What this task involves - Would you please copy every line from the records that contains the word "Canal"?

Provided records -
BEGIN

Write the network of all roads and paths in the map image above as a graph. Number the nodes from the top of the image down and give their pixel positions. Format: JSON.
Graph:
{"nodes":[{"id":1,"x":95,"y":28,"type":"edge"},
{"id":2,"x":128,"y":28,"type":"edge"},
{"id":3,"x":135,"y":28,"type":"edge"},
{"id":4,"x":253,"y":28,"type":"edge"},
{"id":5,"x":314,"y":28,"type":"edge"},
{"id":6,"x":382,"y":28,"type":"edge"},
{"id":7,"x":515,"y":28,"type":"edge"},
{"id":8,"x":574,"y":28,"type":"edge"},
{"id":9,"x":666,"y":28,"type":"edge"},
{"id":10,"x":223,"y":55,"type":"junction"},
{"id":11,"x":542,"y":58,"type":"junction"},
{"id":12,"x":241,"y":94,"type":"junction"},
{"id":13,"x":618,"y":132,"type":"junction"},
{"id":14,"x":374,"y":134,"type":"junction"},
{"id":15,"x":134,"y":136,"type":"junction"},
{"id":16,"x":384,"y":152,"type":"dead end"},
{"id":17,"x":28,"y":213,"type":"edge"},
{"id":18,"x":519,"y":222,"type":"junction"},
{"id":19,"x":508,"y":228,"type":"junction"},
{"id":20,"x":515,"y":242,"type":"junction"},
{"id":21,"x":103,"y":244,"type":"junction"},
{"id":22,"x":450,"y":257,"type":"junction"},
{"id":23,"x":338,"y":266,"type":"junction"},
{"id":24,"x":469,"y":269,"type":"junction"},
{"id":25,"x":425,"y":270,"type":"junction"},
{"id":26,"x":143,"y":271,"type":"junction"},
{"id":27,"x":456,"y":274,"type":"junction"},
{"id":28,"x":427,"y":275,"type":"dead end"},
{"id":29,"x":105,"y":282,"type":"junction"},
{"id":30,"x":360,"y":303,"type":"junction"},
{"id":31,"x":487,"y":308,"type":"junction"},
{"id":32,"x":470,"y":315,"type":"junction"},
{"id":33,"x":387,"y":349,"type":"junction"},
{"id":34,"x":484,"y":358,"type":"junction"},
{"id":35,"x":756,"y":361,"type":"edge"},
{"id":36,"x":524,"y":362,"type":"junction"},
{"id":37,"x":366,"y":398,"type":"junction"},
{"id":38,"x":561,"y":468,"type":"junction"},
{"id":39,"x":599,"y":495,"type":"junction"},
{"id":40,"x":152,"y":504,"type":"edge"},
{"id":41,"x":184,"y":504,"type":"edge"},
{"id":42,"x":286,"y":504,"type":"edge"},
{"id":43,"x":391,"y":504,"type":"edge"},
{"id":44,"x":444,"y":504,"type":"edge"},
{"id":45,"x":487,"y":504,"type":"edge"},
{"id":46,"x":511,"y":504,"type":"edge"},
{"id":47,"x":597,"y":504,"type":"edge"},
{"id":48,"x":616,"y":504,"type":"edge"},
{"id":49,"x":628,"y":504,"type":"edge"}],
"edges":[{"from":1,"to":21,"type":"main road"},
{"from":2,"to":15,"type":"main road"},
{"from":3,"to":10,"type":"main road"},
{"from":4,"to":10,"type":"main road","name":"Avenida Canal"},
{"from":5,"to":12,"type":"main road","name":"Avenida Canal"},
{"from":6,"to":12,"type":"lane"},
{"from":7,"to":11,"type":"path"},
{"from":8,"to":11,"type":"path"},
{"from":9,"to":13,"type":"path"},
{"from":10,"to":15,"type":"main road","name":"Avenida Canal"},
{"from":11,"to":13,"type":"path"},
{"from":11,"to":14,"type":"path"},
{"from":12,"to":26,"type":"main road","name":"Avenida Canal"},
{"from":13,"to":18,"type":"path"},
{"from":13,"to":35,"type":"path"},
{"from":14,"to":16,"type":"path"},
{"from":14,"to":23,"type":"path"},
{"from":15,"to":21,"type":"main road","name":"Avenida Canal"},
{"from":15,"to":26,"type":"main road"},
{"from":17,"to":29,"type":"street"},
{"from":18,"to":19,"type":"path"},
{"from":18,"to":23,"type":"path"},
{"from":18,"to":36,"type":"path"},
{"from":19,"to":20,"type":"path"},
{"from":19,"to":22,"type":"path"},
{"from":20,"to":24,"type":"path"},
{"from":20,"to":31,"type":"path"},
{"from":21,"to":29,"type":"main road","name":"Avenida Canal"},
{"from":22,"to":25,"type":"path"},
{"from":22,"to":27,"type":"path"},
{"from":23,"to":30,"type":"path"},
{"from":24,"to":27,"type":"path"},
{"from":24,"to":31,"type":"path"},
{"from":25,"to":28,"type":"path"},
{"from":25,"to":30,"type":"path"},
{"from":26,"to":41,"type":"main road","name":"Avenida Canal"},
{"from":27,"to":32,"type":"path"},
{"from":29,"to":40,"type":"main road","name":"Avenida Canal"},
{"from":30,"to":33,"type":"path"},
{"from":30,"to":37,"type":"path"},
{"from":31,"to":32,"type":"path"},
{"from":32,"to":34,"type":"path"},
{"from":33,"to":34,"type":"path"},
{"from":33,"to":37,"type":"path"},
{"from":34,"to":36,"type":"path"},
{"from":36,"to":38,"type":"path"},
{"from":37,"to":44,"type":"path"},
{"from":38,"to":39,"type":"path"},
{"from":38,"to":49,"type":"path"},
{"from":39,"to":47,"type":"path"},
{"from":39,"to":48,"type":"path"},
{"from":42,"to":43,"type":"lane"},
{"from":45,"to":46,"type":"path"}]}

END

Expected answer -
{"from":4,"to":10,"type":"main road","name":"Avenida Canal"},
{"from":5,"to":12,"type":"main road","name":"Avenida Canal"},
{"from":10,"to":15,"type":"main road","name":"Avenida Canal"},
{"from":12,"to":26,"type":"main road","name":"Avenida Canal"},
{"from":15,"to":21,"type":"main road","name":"Avenida Canal"},
{"from":21,"to":29,"type":"main road","name":"Avenida Canal"},
{"from":26,"to":41,"type":"main road","name":"Avenida Canal"},
{"from":29,"to":40,"type":"main road","name":"Avenida Canal"},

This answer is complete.